Person    | Male  Born 1891  Died 13/1/1918

Paul Mervyn Pascall

Countries: Africa

War dead, WW1 i

Commemorated on a memorial as having died in WW1.

Paul Mervyn Pascall

M.C., King's African Rifles, died in East Africa.

Andrew Behan has researched Pascall and writes:
From what I have been able to find, this would seem to be the case of a young, sensitive theological student at Oxford University being thrust into war, exemplarily discharging his duties, but finding that the traumatic stress became to much. A sad end to a promising life.

Lieutenant Paul Mervyn Pascall. He was born in late 1891 in Stroud, Gloucestershire, the youngest son of James and Stella Pascall, née Lewis. His father was a Draper's Manager. The 1901 census shows the family living at 18 Ferme Park Road, Stroud Green, Hornsey. He was shown as a Theological Student in the 1911 census, living with his widowed mother and an elder brother and sister at 34 Wood Lane, Highgate.

He enlisted as a private in the Honorable Artillery Company, service number 3008, and entered France on 27 April 1915 where he remained until 16 June 1915. He was commissioned as an officer and served in the 14th Battalion of the Duke of Cambridge's Own (Middlesex) Regiment and was later attached to both the Royal West Indies Regiment and to the King's African Rifles. He was awarded, in his absence, his Master of Arts from Oxford University on 10 July 1916. He commanded his column's Stokes Mortar Battery and at one point during the campaign he remained on his own on the mortar line to face an enemy attack and fired all his bombs at the enemy. He was covered by a small party of the 1st/2nd King's African Rifles' Askari and he broke up the enemy attack. He was awarded the Military Cross in King George V's Birthday Honours List, published on 4 June 1917.
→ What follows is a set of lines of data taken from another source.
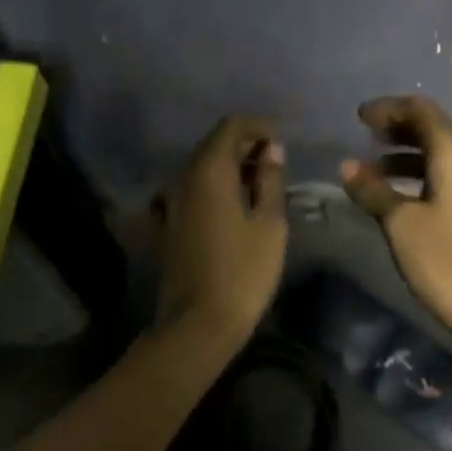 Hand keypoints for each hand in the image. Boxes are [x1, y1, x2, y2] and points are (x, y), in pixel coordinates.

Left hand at [154, 116, 288, 344]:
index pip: (231, 126)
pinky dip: (217, 185)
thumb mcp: (269, 224)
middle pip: (213, 143)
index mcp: (209, 171)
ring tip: (262, 183)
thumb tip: (271, 150)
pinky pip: (195, 188)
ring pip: (203, 166)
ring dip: (231, 165)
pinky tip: (237, 204)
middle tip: (275, 162)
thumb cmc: (243, 272)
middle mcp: (184, 177)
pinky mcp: (169, 221)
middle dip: (245, 144)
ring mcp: (172, 200)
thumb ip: (270, 180)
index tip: (281, 142)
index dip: (258, 127)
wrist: (196, 323)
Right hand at [341, 96, 451, 340]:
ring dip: (405, 153)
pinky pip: (442, 176)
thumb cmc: (445, 259)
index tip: (360, 117)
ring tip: (373, 167)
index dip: (389, 108)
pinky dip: (416, 174)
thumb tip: (347, 165)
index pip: (422, 112)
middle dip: (397, 127)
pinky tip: (396, 193)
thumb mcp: (400, 223)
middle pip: (432, 130)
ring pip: (437, 155)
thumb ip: (373, 190)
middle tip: (364, 134)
He died, aged 26 years, on 13 January 1918 and is buried in Grave 5. C. 3. in the Dar es Salaam War Cemetery, Bayamoyo Road, Dar es Salaam, Tanzania. Probate records gives his address as Schaedats Farm, British East Africa, and his effects totalled £328-0s-8d. He was posthumously awarded the 1914-15 Star, the British War Medal 1914-1918 and the Victory Medal. The circumstances of his death are not known, but the WW1 Service Medal & Award Roll records his death as suicide.